The solution given by Ross was working until I got a local .html file ungracefully hijacked by IE8: res://ieframe.dll/dnserrordiagoff_webOC.htm#file:///

Yes, I'm on Windows 7 x64. The error happened with IE11 first but after unsuccessfully searching for a solution, I decided to uninstall it and reset IE8 to its default settings (including moving back its temp folder). To my dismay, that didn't work.

Then I got the idea to prefix the "PROXY/..." string with a valid URI like "127.0.0.1". Not enough, though. But I finally got it to work by adding a port: "127.0.0.1:80". Since this URI is often used by local servers, you can use another value, such as "127.0.0.3:87". Tested with wx 3.0.2 and python 2.7.13.
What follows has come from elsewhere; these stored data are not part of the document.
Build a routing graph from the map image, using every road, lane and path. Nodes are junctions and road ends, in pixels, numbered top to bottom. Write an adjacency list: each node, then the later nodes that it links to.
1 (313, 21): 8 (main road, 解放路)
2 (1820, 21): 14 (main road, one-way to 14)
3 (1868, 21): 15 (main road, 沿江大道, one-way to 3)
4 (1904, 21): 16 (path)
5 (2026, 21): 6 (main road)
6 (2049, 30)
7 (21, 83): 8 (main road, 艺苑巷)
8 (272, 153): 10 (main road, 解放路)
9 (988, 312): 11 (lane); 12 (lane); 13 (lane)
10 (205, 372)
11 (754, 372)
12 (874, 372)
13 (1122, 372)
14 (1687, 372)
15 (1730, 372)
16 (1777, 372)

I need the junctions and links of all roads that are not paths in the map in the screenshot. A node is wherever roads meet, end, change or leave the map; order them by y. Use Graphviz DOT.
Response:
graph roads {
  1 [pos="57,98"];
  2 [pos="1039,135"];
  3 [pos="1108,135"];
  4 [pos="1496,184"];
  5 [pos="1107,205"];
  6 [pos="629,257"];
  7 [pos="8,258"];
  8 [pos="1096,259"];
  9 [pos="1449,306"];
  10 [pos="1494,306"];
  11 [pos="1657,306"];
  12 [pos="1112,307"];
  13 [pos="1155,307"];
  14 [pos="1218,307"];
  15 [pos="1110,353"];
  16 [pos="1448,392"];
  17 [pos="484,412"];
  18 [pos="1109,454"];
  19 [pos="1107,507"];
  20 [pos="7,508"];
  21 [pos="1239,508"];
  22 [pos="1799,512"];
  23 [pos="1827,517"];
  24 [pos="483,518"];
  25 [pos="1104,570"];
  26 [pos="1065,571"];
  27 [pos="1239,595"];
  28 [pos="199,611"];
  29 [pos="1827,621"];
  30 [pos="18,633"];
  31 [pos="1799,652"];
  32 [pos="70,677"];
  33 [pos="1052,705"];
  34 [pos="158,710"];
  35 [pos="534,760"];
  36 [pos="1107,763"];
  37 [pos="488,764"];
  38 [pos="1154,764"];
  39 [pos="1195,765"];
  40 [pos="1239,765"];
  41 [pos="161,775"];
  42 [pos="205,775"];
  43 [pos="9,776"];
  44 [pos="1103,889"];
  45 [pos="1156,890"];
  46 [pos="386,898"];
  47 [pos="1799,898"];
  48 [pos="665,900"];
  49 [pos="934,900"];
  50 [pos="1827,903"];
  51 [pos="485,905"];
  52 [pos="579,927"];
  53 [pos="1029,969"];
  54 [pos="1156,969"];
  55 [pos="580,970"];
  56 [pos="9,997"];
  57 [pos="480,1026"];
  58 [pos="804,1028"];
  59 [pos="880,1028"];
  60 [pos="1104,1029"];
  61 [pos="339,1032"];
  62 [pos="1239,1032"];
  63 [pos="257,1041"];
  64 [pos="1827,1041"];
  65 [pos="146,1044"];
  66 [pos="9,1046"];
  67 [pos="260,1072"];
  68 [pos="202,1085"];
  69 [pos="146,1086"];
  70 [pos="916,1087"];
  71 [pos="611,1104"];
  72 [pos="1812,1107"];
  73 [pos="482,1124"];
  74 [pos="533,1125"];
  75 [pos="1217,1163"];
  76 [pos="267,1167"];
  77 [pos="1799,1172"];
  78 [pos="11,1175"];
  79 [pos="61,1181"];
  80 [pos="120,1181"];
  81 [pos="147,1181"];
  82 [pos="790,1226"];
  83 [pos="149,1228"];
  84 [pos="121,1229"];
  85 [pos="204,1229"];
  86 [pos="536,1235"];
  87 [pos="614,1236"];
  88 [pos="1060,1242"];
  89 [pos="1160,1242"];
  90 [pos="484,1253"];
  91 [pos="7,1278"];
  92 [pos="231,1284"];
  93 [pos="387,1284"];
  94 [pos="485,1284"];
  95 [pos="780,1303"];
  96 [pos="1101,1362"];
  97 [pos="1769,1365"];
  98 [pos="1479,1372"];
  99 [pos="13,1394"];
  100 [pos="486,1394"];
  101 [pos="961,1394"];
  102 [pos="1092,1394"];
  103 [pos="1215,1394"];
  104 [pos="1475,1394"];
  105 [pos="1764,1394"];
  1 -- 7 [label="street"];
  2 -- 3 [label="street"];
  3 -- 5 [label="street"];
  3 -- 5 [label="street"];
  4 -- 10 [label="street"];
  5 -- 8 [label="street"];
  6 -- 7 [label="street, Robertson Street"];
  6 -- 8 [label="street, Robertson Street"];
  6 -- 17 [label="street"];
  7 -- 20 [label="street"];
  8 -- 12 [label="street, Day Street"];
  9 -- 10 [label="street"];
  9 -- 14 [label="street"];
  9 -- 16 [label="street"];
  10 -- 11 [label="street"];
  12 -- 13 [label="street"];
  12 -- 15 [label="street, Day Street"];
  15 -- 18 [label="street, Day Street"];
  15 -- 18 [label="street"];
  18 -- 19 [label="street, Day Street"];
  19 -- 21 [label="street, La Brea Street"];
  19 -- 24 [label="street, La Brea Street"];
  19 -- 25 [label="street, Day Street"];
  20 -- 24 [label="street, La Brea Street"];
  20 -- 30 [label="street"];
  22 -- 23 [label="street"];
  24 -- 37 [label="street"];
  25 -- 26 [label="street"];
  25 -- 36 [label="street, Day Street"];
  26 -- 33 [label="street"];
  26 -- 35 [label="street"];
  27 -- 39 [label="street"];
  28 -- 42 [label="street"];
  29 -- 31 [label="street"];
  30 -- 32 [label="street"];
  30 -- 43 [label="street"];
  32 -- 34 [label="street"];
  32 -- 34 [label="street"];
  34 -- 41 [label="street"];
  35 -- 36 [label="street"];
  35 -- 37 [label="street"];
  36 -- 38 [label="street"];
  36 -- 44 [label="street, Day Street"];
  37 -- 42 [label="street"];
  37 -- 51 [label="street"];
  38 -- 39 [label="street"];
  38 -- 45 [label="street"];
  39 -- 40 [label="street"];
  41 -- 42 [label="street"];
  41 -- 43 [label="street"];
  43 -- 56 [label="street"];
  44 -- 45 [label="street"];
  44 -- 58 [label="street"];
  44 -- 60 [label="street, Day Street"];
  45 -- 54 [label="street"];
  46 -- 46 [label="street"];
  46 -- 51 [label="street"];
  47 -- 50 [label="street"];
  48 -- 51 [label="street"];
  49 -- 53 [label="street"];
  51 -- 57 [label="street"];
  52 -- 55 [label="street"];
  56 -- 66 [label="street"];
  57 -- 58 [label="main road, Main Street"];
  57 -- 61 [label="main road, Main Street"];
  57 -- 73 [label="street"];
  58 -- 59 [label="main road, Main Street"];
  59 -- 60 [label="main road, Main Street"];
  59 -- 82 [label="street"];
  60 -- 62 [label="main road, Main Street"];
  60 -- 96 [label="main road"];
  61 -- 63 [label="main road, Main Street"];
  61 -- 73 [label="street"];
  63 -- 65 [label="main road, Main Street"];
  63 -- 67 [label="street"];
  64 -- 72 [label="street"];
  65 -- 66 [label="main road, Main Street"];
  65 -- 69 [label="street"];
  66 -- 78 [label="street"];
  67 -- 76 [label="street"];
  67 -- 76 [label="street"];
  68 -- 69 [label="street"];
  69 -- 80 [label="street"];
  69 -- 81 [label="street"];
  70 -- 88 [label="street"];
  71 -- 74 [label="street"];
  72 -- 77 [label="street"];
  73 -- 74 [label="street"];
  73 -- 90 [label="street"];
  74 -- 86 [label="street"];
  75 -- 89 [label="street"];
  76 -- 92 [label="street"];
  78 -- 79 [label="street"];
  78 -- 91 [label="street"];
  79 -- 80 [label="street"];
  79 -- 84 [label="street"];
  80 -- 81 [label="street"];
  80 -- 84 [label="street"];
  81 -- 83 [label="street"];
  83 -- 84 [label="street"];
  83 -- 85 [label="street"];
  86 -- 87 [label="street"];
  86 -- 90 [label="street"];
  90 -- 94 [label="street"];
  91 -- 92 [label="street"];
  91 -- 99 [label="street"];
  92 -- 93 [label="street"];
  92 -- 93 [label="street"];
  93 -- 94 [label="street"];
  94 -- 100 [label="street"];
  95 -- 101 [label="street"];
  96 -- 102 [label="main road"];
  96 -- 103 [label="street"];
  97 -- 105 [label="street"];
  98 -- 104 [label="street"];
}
So, in the javascript part (the python part remains the same), I replaced "PROXY/HOVER_EVENT_START/" with "127.0.0.3:87/PROXY/HOVER_EVENT_START/" and "PROXY/HOVER_EVENT_END/" with "127.0.0.3:87/PROXY/HOVER_EVENT_END/". Et voilà.

Hyperlinks are the raison d'être of the Internet and HTML. Why the wx.html2 API doesn't provide easy ways to handle them, that's a mystery to me.